Project 6: Allan Zhou

Part A

Photos

I used my phone to take photos of scenes from the same position (approximately), making sure to overlap.

The engineering library:

library

The view outside my apartment complex:

library

Recovering Homographies

For each set of images, I marked 8 corresponding points using Matplotlib's ginput, trying to click corners in the overlapping regions.

When warping a set of images, I artificially defined the destination plane's points using the average of the points from each image. Then we can warp each image (or source) to the destination, using that image's marked points. For notation, say a source point is $(x,y)$ , and the destination point is $(x', y')$ . We want to find a homography from the source plane to the destination plane:

$\begin{bmatrix}x' \\\ y' \\\ 1\end{bmatrix} \cong \begin{bmatrix}wx' \\\ wy' \\\ w\end{bmatrix} = H\begin{bmatrix}x \\\ y \\\ 1\end{bmatrix}, \text{where } H=\begin{bmatrix}a & b & c\\ d & e & f\\ g & h & i\end{bmatrix}$

H is a $3\times 3$ matrix, but there are only 8 free parameters (8 DOF) because $H$ can be scaled without changing behavior. For example, let us divide by $i$ to set the bottom-right corner to $1$ , and show that its effect remains the same:

$\left(\frac{1}{i}H\right)\begin{bmatrix}x \\\ y \\\ 1\end{bmatrix} = \left(\frac{w}{i}\right)\begin{bmatrix}x' \\\ y' \\\ 1\end{bmatrix} \cong \begin{bmatrix}x' \\\ y' \\\ 1\end{bmatrix}$

So lets assume $i=1$ for simplicity, and we only have to worry about the remaining $8$ parameters $a$ through $h$ . By writing out the equations for each row-vector multiplication and doing some algebra, we can rewrite this in a form:

$\begin{bmatrix} x'\\\ y' \end{bmatrix} = \begin{bmatrix}x & y & 1 & 0 & 0 & 0 & -xx' & -yx'\\ 0 & 0 & 0 & x & y & 1 & -xy' & -yy'\end{bmatrix}\begin{bmatrix}a \\ b \\ c \\ d \\ e \\ f \\ g \\ h \end{bmatrix}$

This is convenient because we can "stack" these equations for each pair of points to form a linear system (over-constrained if you have more than 4 pairs of points) and then solve for the $8$ parameters of $H$ using least squares.
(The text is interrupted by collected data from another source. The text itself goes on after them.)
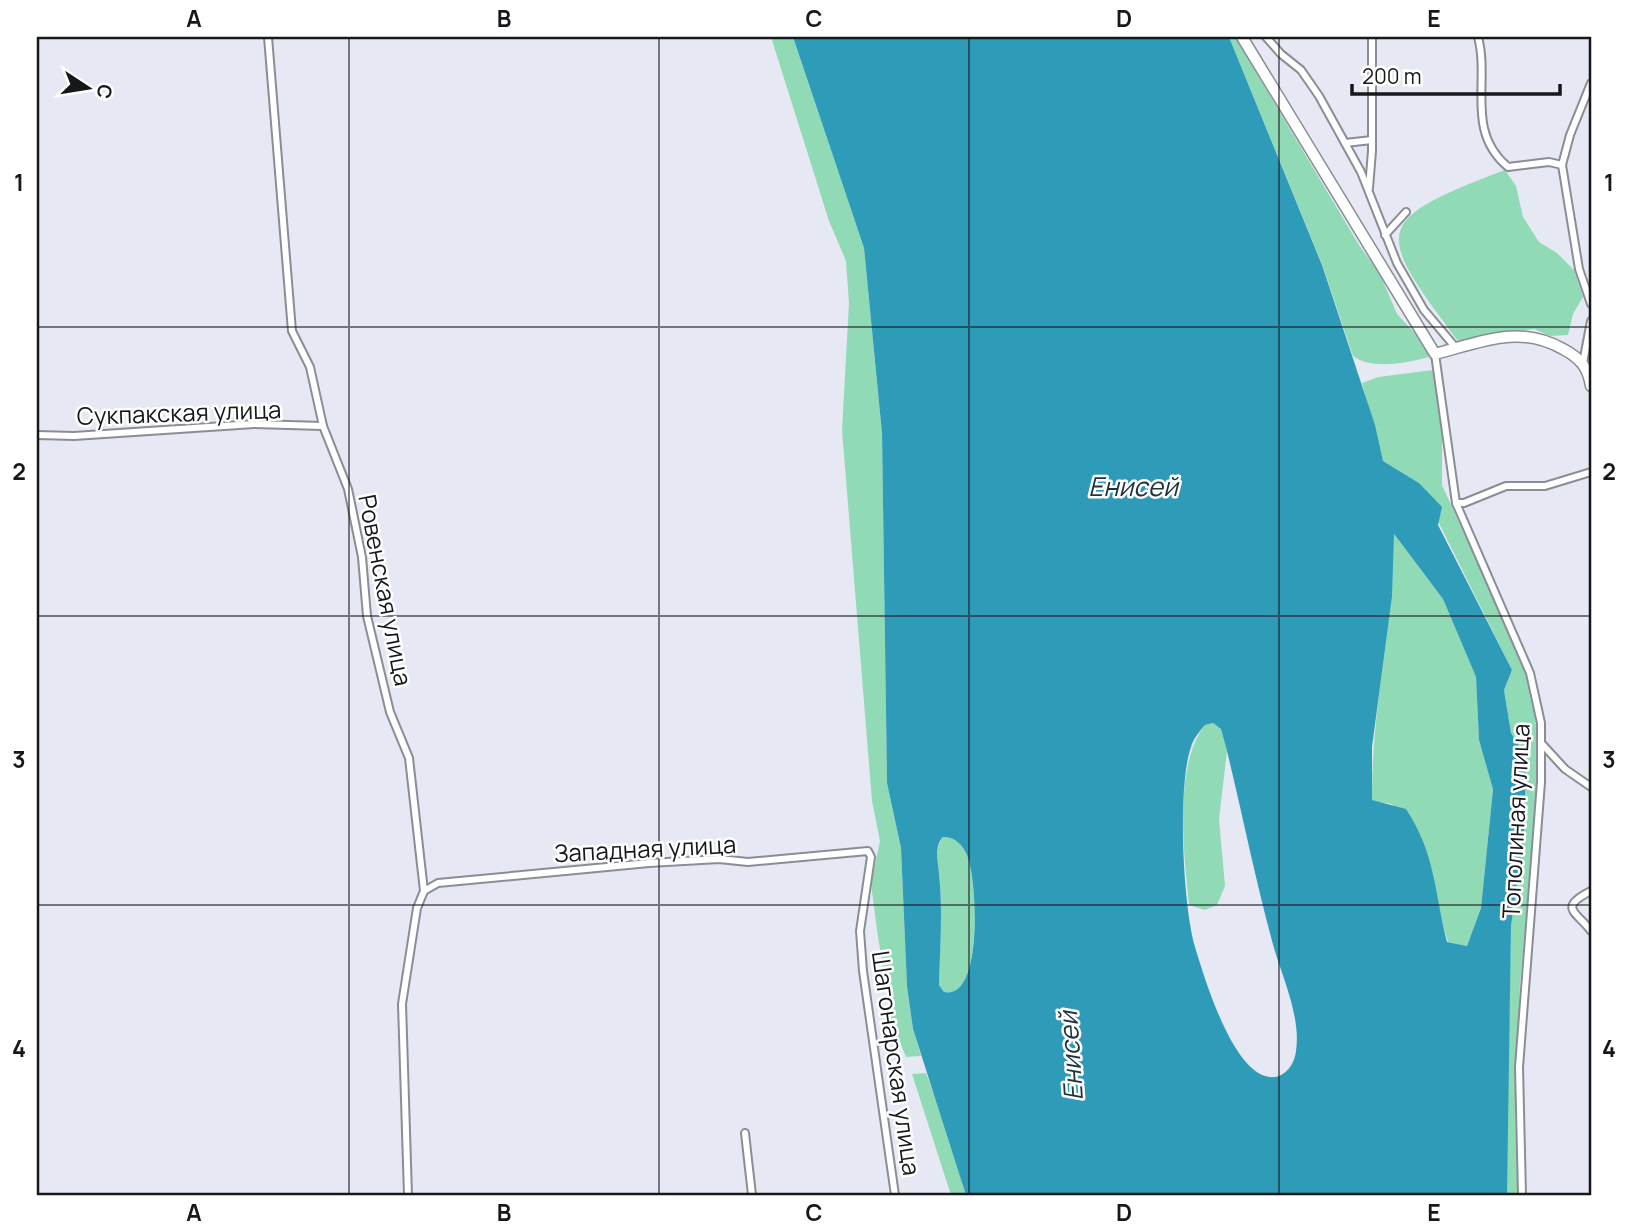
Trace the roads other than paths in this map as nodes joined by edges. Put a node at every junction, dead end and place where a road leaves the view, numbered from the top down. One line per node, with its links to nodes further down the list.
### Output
1 (268, 37): 19 (street, Ровенская улица)
2 (1266, 37): 8 (street)
3 (1372, 37): 7 (street)
4 (1478, 37): 9 (street)
5 (1244, 38): 16 (street)
6 (1591, 83): 9 (street)
7 (1372, 139): 8 (street); 10 (street)
8 (1345, 143): 10 (street)
9 (1562, 165): 13 (street)
10 (1369, 190): 12 (street)
11 (1406, 212): 12 (street)
12 (1385, 235): 15 (street)
13 (1591, 304)
14 (1591, 321): 17 (street)
15 (1456, 348): 16 (street); 17 (street)
16 (1435, 354): 22 (street, Тополиная улица)
17 (1583, 363): 18 (street)
18 (1591, 386)
19 (323, 426): 20 (street, Сукпакская улица); 26 (street, Ровенская улица)
20 (37, 435)
21 (1591, 472): 22 (street)
22 (1456, 503): 23 (street, Тополиная улица)
23 (1542, 744): 24 (street); 33 (street, Тополиная улица)
24 (1591, 787)
25 (870, 853): 26 (street, Западная улица); 32 (street, Шагонарская улица)
26 (424, 891): 30 (street, Ровенская улица)
27 (1591, 891): 28 (street)
28 (1591, 931)
29 (745, 1133): 31 (street)
30 (408, 1195)
31 (752, 1195)
32 (895, 1195)
33 (1521, 1195)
Using this approach, I recovered homographies for mapping each image to my defined destination plane.

Warping the images

Using the recovered $H$ 's, I warped each image to the destination plane. To actually do the warp I use inverse warping. I use $H$ to find the corners of the image in the destination plane, and then find all the pixels inside the polygon defined by those corners. Since these are the destination pixels, these are the $(x', y')$ from the formula above. I multiply by $H^{-1}$ to find $(x,y)$ and then use bilinear interpolation to sample the value from the source.

Image rectification

To rectify an image, I take only a single image of a planar surface and then apply the warping from before to warp it to a frontal-parallel plane.

As a test, I use this picture of an intersection from a traffic camera (this is actually the background extracted from traffic cam video):

traffic-cam

I want to create a rectified (top-down) view of the center of the intersection, which is a planar surface. I selected four points at the corners of the intersection using ginput. Since I know the intersection is approximately square, I defined the corresponding destination points to be the corners of the square output image. Applying the warp function to this image gives the top-down view:

intersect-rectified

Another rectification example, an advertisement for a nice rug. The ad helpfully defines the true dimensions of the rug itself, making it easier to choose the destination points.

rug

The rectified top-down view after warping (I rotated the image to conserve space on the page):

rug-rectified

Making mosaics

To make a mosaic, I first define an output canvas, creating an empty canvas large enough to contain all the corners of the warped images. Then, I apply the warp to each image (I also compute the mask here) and then put all the warped images into the mosaic.

The mosaic will have overlapping regions from different images. One way to resolve this issue is to just choose one image's pixels. For example, here is what happens if you use the naive method of choose the right image's pixels for any overlap:

library-naive

If you look closely, there is a seam around 1/3d of the way through the image left-to-right.

An improved method is to linearly blend the images together by linearly interpolating the overlapping region from left to right:

library-mosaic

street-mosaic

Linear blending works pretty well compared to the naive method, but you can still notice a little bit of the boundary. Additionally, in either method the images do not line up exactly--they are a couple of pixels off. This probably because the method of selecting corresponding points (me clicking on things with ginput) is not very accurate.

What I learned

Getting the linear blending to work properly without making wedge artifacts above and below the overlap is very tricky.
Creating rectified view of single images is surprisingly simple with homographies and pretty cool.